O Poder Judiciário, então, agigantou-se, de modo que o sistema jurisdicional vivenciou um reconhecimento da autoridade da atuação dos tribunais superiores quando do proferimento de decisões dotadas de vinculatividade.

Nesse sentido, a discussão sobre o papel desses tribunais é recorrente, seja pela mudança qualitativa e quantitativa dos litígios, seja pela importância que as suas decisões vêm obtendo como fundamento para novos e inúmeros provimentos judiciais, principalmente no que diz respeito aos Recursos excepcionais.

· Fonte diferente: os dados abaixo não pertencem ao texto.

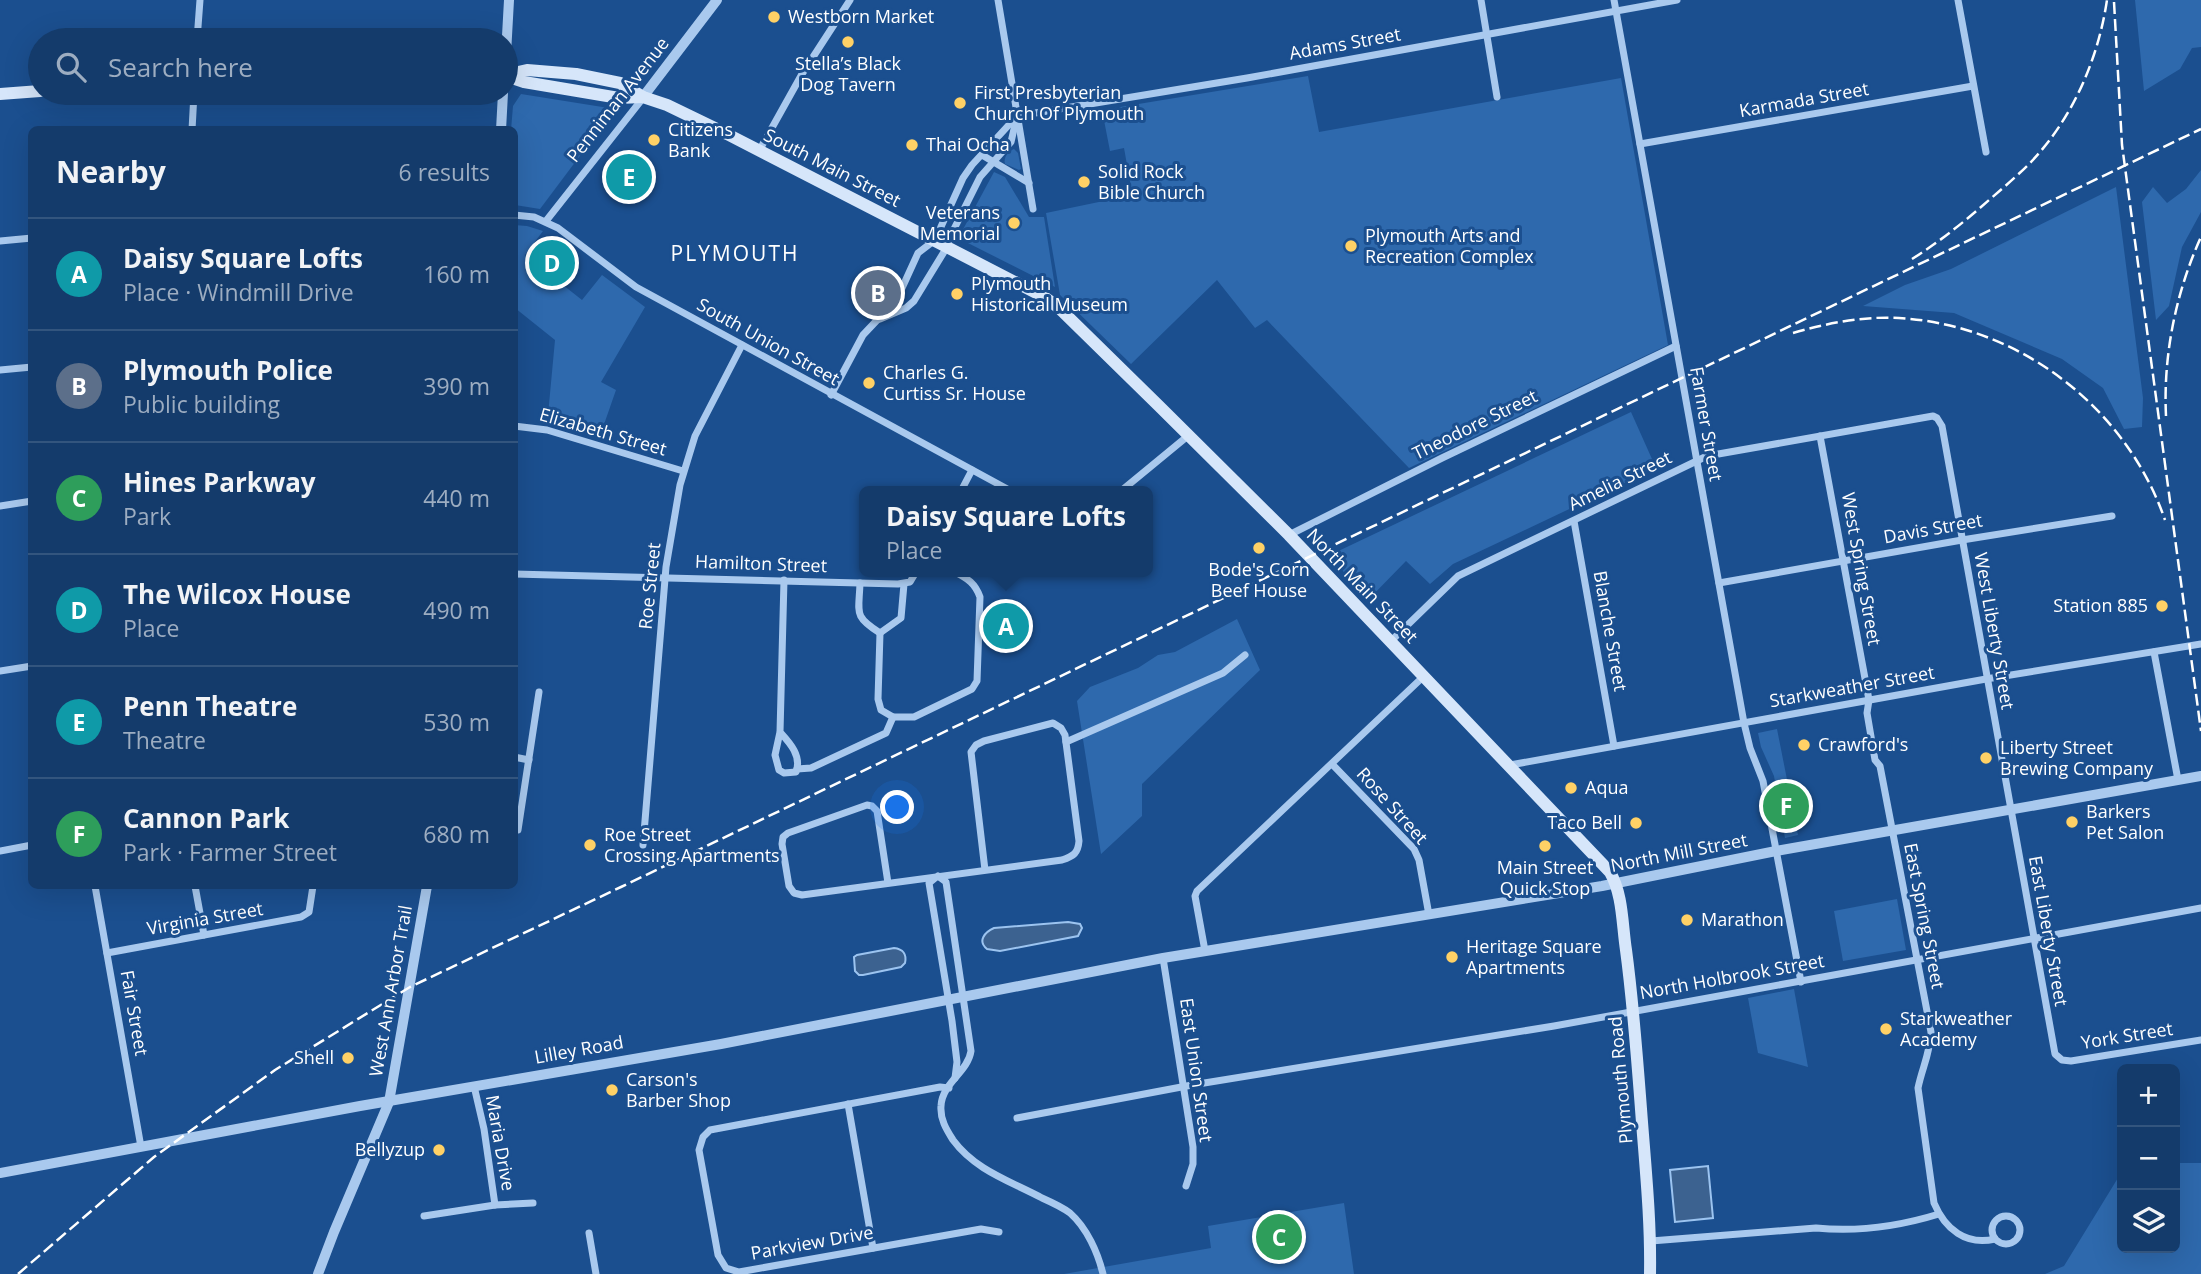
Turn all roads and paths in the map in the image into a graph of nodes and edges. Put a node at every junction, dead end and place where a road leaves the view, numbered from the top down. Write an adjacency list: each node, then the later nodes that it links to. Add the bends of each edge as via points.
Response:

No entanto, tal papel vem sendo pauperizado e promovendo decisões, em muitos casos, superficiais pelo aumento exponencial de demandas e, consequentemente, de recursos, que, impõem, assim, uma reanálise constante pelos órgãos dos tribunais de origem acerca da (in)admissibilidade de Recursos Extraordinários (Especiais no STJ e Extraordinários espécie no STF).

Isto se dá porque na atualidade o juízo de admissibilidade dos referidos recursos de estrito direito é dividido entre o órgão a quo (TJs e TRFs) e os órgãos ad quem (tribunais superiores).

Com o advento da reforma da lei 12.322/2010, o agravo contra a inadmissibilidade dos recursos extraordinários na origem é apresentado nos autos já existentes do processo, sem a necessidade de cópias para que seja protocolado separadamente, sendo que dois trabalhos sempre são realizados, a (in)admissibilidade no juízo a quo e um Segundo juízo no Tribunal destinatário, em face do mecanismo formal (ausência de peças obrigatórias) para análise do agravo.

Ao se perceber esta situação, o CPC projetado[2] em sua redação final na Câmara dos Deputados traz uma importante inovação no juízo de admissibilidade destes Recursos Extraordinários.

Em redação amplamente discutida, especialmente com vários ministros dos referidos tribunais superiores, propõe-se uma modificação do atual quadro (uma admissibilidade provisória no tribunal de origem e outra no Superior) em face da constatação de que após a reforma do agravo de admissão do artigo 544, CPC (com a redação dada pela lei 12.322/2010) boa parte dos recursos acabam desaguando indistintamente no Superior Tribunal de Justiça ou Supremo Tribunal Federal para (re)análise da admissibilidade.

A proposta regulamentada no novo artigo 1.043 projetado[3], determina que caberá tão somente ao Tribunal Superior promover tal juízo. Tal inovação parece agradar a grande maioria de teóricos e práticos, mas, certamente encontrará detratores.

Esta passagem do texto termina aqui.